3. Desligue para que você possa sintonizar

O grau em que os pais usam seu próprio dispositivo baseado em tela está associado ao tempo de tela de seus filhos. Evitar o uso da tela enquanto se envolve com seus filhos é uma ótima maneira de promover um comportamento saudável.

Diretrizes para o Movimento da Hora Canadense 24 para os primeiros anos.

Essa modelagem não apenas ajudará a reduzir o tempo de tela geral de seus filhos e adolescentes, mas também priorizará as interações face a face por meio de conversas e brincadeiras ativas.

4. Não use telas para controlar o comportamento

É tentador usar o tempo de tela como um meio de controlar o comportamento de uma criança porque ela tende a resultar em uma resposta imediata. No entanto, isso pode causar aumento não intencional no uso da tela a longo prazo.

Um exemplo disso seria fornecer tempo de tela como uma recompensa por bom comportamento ou tirá-lo como uma punição por mau comportamento. Isso pode fazer com que as crianças coloquem um valor alto no tempo de tela e desejem mais delas.

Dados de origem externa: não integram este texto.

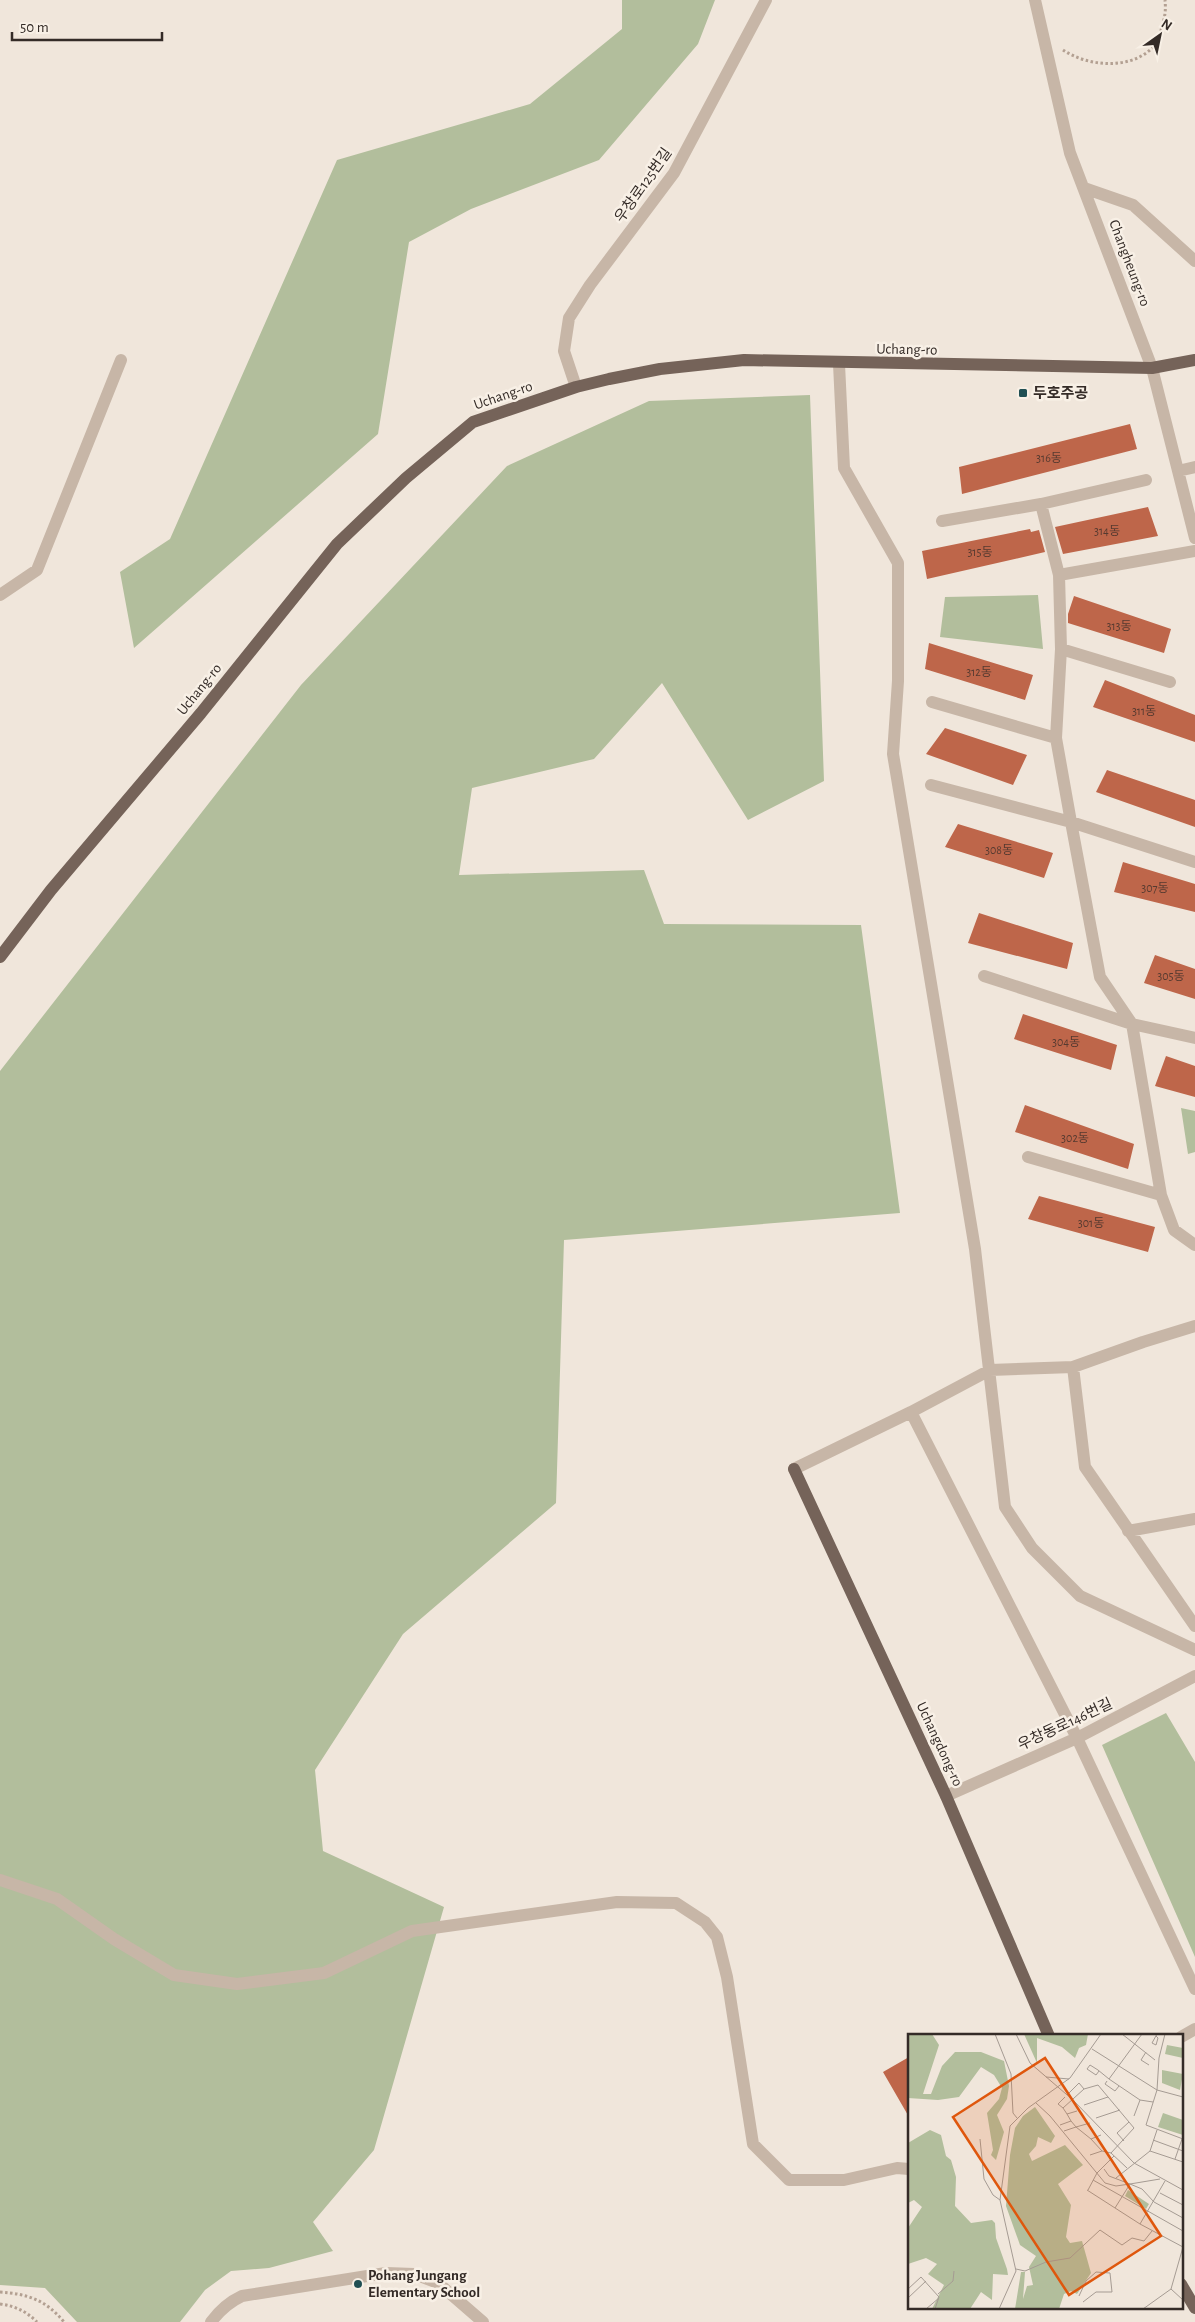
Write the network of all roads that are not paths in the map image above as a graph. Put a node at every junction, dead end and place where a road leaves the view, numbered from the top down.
1 (766, 0) edge
2 (1035, 0) edge
3 (1084, 188) junction
4 (1195, 261) edge
5 (121, 360) dead end
6 (1195, 360) edge
7 (839, 364) junction
8 (1152, 368) junction
9 (576, 387) junction
10 (1195, 468) edge
11 (1178, 471) junction
12 (1146, 480) dead end
13 (1041, 504) junction
14 (942, 521) dead end
15 (1195, 538) edge
16 (1195, 552) edge
17 (1059, 575) junction
18 (0, 594) edge
19 (1061, 649) junction
20 (1170, 682) dead end
21 (932, 702) dead end
22 (1056, 738) junction
23 (931, 784) dead end
24 (1071, 822) junction
25 (1195, 862) edge
26 (0, 957) edge
27 (984, 976) dead end
28 (1132, 1024) junction
29 (1195, 1038) edge
30 (1028, 1157) dead end
31 (1161, 1195) junction
32 (1195, 1245) edge
33 (1195, 1326) edge
34 (1073, 1367) junction
35 (990, 1370) junction
36 (911, 1412) junction
37 (794, 1469) joint
38 (1195, 1519) edge
39 (1128, 1531) junction
40 (1195, 1626) edge
41 (1195, 1650) edge
42 (1195, 1676) edge
43 (1077, 1738) junction
44 (946, 1796) junction
45 (0, 1880) edge
46 (1195, 1989) edge
47 (1195, 2029) edge
48 (1048, 2034) edge
49 (1182, 2036) edge
50 (908, 2170) edge
51 (1182, 2286) edge
52 (1195, 2308) edge
53 (211, 2322) edge
54 (483, 2322) edge

1 - 9 street, 우창로125번길
2 - 3 street, Changheung-ro
3 - 4 street
3 - 8 street, Changheung-ro
5 - 18 street
6 - 8 main road, Uchang-ro
7 - 8 main road, Uchang-ro
7 - 9 main road, Uchang-ro
7 - 35 street
8 - 11 street, Changheung-ro
9 - 26 main road, Uchang-ro
10 - 11 street
11 - 15 street, Changheung-ro
12 - 13 street
13 - 14 street
13 - 17 street
16 - 17 street
17 - 19 street
19 - 20 street
19 - 22 street
21 - 22 street
22 - 24 street
23 - 24 street
24 - 25 street
24 - 28 street
27 - 28 street
28 - 29 street
28 - 31 street
30 - 31 street
31 - 32 street
33 - 34 street
34 - 35 street
34 - 39 street
35 - 36 street
35 - 41 street
36 - 37 street
36 - 43 street
37 - 44 main road, Uchangdong-ro
38 - 39 street
39 - 40 street
42 - 43 street, 우창동로146번길
43 - 44 street, 우창동로146번길
43 - 46 street
44 - 48 main road, Uchangdong-ro
45 - 50 street
47 - 49 street
51 - 52 main road
53 - 54 street

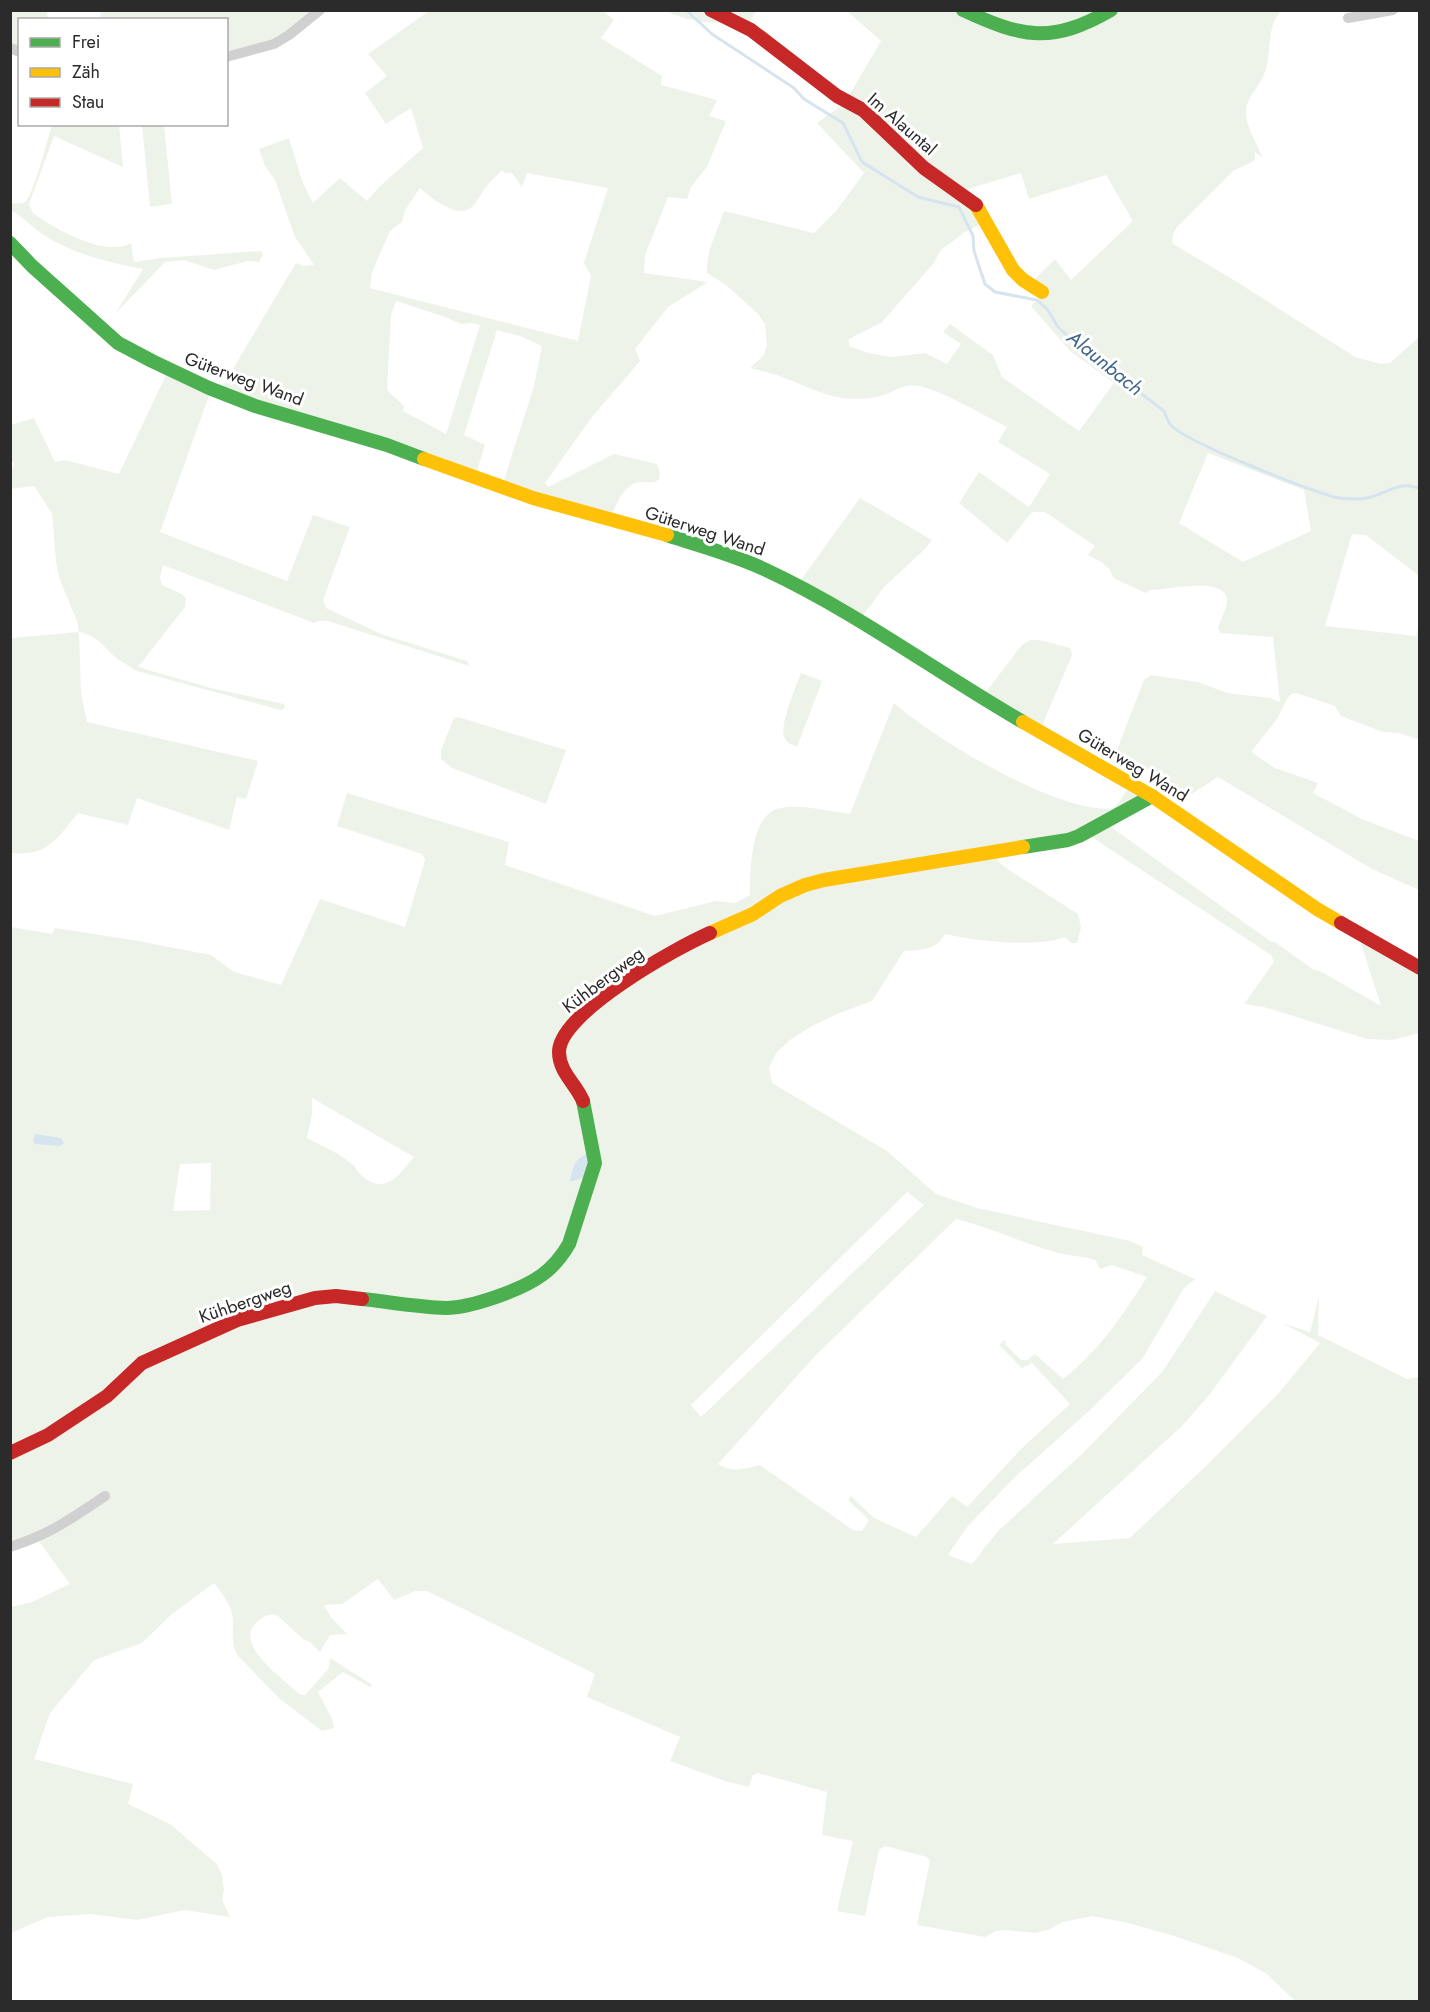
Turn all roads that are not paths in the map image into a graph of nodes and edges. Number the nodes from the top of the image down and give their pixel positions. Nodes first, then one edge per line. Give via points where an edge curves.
1 (320, 10) edge
2 (711, 10) edge
3 (963, 10) edge
4 (1112, 10) edge
5 (1393, 10) edge
6 (1348, 18) dead end
7 (228, 56) edge
8 (10, 243) edge
9 (1042, 292) dead end
10 (1152, 796) junction
11 (1419, 968) edge
12 (10, 1453) edge
13 (105, 1496) dead end
14 (10, 1547) edge

1 - 7 street via 274,44
2 - 9 street, Im Alauntal via 751,30 837,96 863,110 924,168 975,204 1013,270
3 - 4 street via 1021,34 1042,36 1091,23
5 - 6 street
8 - 10 street, Güterweg Wand via 118,343 152,362 255,406 387,445 534,498 745,561 861,622 980,697
10 - 11 street, Güterweg Wand via 1317,909
10 - 12 street, Kühbergweg via 1086,835 1068,840 806,885 695,939 636,973 572,1024 563,1036 560,1061 586,1108 595,1163 569,1244 541,1276 475,1304 447,1308 336,1296 315,1298 237,1320 142,1363 107,1396 48,1435
13 - 14 street via 63,1525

5. Os quartos são para recarregar corpos

Mantenha dispositivos móveis e estações de carregamento fora dos quartos! Adolescentes precisam entre oito a 10 horas de sono cada noite para o crescimento e desenvolvimento adequados, e para recarregar-se para outro dia. Estudos mostraram que o uso de quarto de telefones celulares e outros dispositivos deslocando o tempo de sono na população adolescente.

Esse deslocamento do tempo de sono diminui a auto-estima e as habilidades de enfrentamento entre nossos adolescentes e reduz sua capacidade de gerenciar impulsos comportamentais Manter os aparelhos fora dos quartos melhora a qualidade do sono e a saúde de crianças e adolescentes.

Os pais desempenham um papel importante em orientar o uso da mídia de seus filhos. Permitir que as crianças e adolescentes explorem seu ambiente natural longe de dispositivos baseados em tela promova o jogo ativo e a criatividade, e ajuda a desenvolver comportamentos saudáveis ​​agora e no futuro.A Conversação

Sobre os Autores

Lisa Tang, aluna de doutorado em Relações Familiares e Nutrição Aplicada, Universidade de Guelph e Jess Haines, Professor Associado de Nutrição Aplicada, Universidade de Guelph

Este artigo foi republicado a partir de A Conversação sob uma licença Creative Commons. Leia o artigo original.